In the recent release, the default NSS database format has been changed to the old database format (that is no sql format). It is possible that you created your database with sql: prefix. As a work around, you can try exporting the following variable, and verify again if the problem persists.

export NSS_DEFAULT_DB_TYPE="sql" 

Thanks for reporting this. I will update to the recent release soon.

Comment 2 Tom Hughes 2010-04-27 13:41:01 UTC
I did create it with the sql: prefix, yes - as I recall when the switch to NSS happened there was no information available and everything just stopped working and eventually google found a posting on the openswan list with the commands to create an NSS database as sql:/etc/ipsec.d.

In fact I found the same posting yesterday when I ran into this problem and followed the same steps to create a new database, which didn't help because I still had the sql: prefix...

Adding NSS_DEFAULT_DB_TYPE="sql" to the init script does indeed solve the problem.

Comment 3 Avesh Agarwal 2010-04-27 13:53:44 UTC
Thanks for the your feedback. For using NSS, there is a README.nss in Openswan that you can always refer. Now, the recent release does not assume the NSS sql database. So with the latest release or any future release, if you have created your database with "sql:"  prefix, you should always remember to export NSS_DEFAULT_DB_TYPE="sql" . So that Openswan knows that the database is "sql:".

Comment 4 Tom Hughes 2010-04-27 14:31:15 UTC
I found README.nss now - it's in the openswan-doc package rather than openswan and I didn't have that installed on the gateway machine where I was doing this.

Anyway, is there any way to migrate from an sql: database to a non sql: one without regenerating keys? There doesn't seem to be any way to export a bare private key from an NSS database? Indeed the idea that you would have a bare key without a certificate seems to rather upset the NSS developers judging from the mailing list thread I found.

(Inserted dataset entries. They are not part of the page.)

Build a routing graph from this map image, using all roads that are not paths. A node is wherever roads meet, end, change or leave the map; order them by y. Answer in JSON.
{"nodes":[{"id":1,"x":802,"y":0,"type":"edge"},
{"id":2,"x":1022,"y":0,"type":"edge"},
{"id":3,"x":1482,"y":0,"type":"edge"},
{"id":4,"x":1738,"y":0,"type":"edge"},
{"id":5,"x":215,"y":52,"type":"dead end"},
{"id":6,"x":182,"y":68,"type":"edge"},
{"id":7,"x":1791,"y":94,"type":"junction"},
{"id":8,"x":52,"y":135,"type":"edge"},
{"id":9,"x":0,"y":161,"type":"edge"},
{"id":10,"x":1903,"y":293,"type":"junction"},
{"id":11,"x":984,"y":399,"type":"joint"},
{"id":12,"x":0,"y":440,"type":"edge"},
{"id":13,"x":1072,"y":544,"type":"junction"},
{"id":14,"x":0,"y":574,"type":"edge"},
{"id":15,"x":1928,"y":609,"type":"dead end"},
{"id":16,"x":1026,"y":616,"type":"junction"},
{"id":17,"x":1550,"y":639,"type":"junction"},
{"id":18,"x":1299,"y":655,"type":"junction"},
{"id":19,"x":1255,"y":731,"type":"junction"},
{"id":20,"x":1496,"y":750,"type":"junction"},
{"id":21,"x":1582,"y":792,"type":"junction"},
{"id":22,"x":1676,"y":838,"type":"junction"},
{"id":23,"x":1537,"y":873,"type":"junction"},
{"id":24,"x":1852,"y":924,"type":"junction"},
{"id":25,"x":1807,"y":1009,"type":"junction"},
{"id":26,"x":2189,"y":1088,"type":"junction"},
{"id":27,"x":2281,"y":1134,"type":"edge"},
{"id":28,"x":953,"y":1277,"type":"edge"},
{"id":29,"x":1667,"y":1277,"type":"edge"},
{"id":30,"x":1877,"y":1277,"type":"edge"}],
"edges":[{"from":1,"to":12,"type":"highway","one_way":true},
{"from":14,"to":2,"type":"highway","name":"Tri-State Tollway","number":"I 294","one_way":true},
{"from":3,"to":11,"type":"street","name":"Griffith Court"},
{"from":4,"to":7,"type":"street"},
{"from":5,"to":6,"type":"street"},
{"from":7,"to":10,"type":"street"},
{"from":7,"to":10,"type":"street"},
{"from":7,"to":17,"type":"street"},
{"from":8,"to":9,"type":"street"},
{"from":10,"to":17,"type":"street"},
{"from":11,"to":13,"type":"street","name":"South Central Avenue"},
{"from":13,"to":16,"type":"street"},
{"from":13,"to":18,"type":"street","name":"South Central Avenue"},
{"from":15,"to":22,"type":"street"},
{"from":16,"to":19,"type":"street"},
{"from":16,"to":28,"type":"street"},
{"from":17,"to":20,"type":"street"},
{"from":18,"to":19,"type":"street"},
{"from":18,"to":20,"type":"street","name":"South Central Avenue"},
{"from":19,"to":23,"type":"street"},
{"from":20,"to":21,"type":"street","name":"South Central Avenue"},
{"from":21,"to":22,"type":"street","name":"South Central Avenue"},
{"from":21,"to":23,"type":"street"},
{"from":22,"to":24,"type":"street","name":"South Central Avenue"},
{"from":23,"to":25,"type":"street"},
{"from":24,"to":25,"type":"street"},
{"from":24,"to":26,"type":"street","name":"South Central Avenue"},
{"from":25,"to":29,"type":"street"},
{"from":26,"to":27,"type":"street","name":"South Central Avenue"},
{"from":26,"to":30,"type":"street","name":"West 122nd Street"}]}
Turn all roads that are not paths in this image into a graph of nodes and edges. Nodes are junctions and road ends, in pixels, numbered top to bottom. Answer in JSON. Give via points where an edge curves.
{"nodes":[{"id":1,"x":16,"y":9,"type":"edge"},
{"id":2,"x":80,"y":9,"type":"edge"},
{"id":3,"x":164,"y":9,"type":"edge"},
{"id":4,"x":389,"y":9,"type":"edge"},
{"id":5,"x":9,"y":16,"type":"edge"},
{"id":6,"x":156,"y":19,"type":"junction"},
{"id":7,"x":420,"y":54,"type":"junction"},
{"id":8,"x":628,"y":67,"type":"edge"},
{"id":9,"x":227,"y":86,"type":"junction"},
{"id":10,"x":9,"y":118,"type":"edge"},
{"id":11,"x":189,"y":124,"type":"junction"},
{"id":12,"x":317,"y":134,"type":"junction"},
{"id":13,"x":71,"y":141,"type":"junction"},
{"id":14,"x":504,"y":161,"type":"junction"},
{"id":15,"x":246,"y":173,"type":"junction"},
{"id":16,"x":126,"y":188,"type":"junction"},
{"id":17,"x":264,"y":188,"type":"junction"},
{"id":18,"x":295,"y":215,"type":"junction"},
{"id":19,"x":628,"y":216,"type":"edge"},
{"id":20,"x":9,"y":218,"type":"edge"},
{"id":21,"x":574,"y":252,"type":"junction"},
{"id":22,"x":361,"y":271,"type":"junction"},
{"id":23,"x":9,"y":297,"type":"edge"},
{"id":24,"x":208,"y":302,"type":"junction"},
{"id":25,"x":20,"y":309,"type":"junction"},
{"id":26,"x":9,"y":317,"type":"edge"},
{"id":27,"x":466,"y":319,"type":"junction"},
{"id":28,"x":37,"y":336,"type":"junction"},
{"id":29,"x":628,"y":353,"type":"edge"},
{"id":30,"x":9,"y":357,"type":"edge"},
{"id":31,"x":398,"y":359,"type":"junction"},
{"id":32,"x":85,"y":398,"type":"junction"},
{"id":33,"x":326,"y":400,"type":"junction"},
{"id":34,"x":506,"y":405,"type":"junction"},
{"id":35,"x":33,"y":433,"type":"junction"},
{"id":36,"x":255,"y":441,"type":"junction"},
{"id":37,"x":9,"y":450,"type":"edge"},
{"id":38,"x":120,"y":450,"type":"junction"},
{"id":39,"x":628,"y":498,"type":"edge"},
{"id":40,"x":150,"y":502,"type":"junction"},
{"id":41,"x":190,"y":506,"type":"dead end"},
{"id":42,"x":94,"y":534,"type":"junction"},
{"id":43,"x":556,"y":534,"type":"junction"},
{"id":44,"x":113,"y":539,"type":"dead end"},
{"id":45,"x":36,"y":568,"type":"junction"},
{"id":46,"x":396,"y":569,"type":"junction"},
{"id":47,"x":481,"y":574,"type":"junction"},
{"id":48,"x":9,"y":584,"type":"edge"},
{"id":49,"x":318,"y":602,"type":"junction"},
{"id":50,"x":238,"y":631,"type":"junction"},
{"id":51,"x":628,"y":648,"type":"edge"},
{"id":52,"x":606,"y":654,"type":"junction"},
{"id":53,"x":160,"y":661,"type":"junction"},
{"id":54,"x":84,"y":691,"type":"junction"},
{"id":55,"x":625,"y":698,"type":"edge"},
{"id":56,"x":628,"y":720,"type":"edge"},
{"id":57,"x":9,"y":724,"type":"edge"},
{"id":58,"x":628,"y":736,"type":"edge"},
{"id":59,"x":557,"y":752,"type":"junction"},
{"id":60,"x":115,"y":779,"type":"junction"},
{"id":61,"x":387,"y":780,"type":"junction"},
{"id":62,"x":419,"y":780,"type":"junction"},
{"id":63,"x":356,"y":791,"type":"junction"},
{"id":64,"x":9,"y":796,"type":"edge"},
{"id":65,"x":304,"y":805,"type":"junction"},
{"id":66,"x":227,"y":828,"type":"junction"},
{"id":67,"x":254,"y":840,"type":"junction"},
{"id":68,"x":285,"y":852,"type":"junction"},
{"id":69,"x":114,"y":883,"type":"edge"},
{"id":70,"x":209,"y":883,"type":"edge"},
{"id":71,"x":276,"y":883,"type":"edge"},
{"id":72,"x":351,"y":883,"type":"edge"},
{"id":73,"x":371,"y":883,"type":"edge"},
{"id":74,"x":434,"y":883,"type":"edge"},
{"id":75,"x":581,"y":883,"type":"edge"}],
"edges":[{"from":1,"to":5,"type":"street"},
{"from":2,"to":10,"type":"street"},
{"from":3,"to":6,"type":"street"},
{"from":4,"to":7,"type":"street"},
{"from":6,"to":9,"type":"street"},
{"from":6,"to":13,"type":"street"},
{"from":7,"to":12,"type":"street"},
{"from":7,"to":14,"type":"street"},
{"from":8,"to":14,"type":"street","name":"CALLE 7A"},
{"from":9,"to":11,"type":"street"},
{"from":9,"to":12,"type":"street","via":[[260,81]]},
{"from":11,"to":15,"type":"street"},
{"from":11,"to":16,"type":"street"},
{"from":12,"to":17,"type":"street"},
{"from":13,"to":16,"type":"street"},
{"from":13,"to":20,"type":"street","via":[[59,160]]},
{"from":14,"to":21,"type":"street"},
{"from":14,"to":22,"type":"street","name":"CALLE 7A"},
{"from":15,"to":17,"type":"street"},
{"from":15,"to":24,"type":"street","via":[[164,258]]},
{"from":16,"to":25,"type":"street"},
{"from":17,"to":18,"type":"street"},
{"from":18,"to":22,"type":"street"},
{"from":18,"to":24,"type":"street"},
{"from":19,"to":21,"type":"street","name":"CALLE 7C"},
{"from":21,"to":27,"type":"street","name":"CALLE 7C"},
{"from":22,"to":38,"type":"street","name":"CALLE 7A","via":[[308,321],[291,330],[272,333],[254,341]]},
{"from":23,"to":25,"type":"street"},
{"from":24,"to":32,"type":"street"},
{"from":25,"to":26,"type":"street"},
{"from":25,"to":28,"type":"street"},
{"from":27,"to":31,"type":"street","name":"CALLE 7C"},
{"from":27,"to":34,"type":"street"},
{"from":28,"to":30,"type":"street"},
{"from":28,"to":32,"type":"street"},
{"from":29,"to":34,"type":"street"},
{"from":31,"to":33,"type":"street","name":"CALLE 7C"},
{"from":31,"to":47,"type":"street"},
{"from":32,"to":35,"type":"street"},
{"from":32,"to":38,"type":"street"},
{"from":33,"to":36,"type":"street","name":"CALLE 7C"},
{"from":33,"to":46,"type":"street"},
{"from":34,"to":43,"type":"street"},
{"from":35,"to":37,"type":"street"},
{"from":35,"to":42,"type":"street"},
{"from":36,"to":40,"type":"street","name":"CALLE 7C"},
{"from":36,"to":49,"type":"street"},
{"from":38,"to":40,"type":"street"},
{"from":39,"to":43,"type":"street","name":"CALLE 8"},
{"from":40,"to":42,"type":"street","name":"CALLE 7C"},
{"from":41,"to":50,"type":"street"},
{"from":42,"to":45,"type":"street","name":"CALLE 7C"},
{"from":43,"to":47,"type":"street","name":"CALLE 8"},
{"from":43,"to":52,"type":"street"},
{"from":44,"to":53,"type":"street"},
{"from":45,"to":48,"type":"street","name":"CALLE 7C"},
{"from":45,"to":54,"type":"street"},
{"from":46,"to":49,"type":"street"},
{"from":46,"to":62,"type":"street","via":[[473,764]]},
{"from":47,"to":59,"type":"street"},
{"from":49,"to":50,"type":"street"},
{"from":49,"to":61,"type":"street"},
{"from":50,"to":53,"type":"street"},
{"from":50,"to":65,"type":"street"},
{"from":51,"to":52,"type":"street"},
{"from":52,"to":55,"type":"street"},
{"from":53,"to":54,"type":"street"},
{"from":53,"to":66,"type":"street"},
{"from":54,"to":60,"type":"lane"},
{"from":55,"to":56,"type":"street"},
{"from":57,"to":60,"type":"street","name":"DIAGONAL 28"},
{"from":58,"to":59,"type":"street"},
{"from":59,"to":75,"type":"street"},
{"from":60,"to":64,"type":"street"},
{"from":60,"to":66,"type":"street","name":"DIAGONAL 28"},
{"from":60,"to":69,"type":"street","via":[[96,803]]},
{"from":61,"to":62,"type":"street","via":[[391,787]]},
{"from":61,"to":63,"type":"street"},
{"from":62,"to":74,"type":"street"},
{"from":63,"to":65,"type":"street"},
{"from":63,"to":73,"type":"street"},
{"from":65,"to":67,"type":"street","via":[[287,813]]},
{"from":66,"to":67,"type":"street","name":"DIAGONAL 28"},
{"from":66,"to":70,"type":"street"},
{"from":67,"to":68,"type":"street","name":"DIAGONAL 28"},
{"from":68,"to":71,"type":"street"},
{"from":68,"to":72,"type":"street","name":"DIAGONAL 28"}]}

Comment 5 Avesh Agarwal 2010-04-27 14:54:38 UTC
Hello Tom,

I would suggest you to use NSS "sql" database format, as suggested to me by NSS developer. The reason to use non sql database by default is just to make sure the compatibility with the platforms that do not support the NSS sql db yet.

So for future, it is better to export the variable NSS_DEFAULT_DB_TYPE="sql" and use the NSS sql format.

I just updated the Openswan package in Fedora 11 to the recent release, and this should be available through bodhi in a few days.

Avesh

Comment 6 Avesh Agarwal 2010-04-27 14:56:04 UTC
Also to transfer the keys from one database to another database, you can always use pk12util commands.

Comment 7 Avesh Agarwal 2010-04-27 19:17:07 UTC
I am closing this bz. Thanks for reporting the issue. If this issue is resurfaced, please reopen this bz.